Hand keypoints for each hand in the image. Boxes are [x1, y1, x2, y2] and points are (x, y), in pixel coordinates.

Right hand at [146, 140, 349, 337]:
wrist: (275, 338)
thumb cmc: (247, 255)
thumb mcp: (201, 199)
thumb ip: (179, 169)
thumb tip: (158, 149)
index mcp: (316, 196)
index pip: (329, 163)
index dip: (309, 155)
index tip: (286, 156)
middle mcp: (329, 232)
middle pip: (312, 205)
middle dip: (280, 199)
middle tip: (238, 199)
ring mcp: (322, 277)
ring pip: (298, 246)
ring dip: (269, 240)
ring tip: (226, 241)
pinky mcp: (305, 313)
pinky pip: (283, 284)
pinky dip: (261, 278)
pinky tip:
········
*Exercise brief:*
Which lines hold the word "thumb"? Return all of them from the records above.

*Response below:*
thumb cmc: (247, 255)
thumb mcp: (201, 199)
thumb ip: (179, 169)
thumb tip: (158, 149)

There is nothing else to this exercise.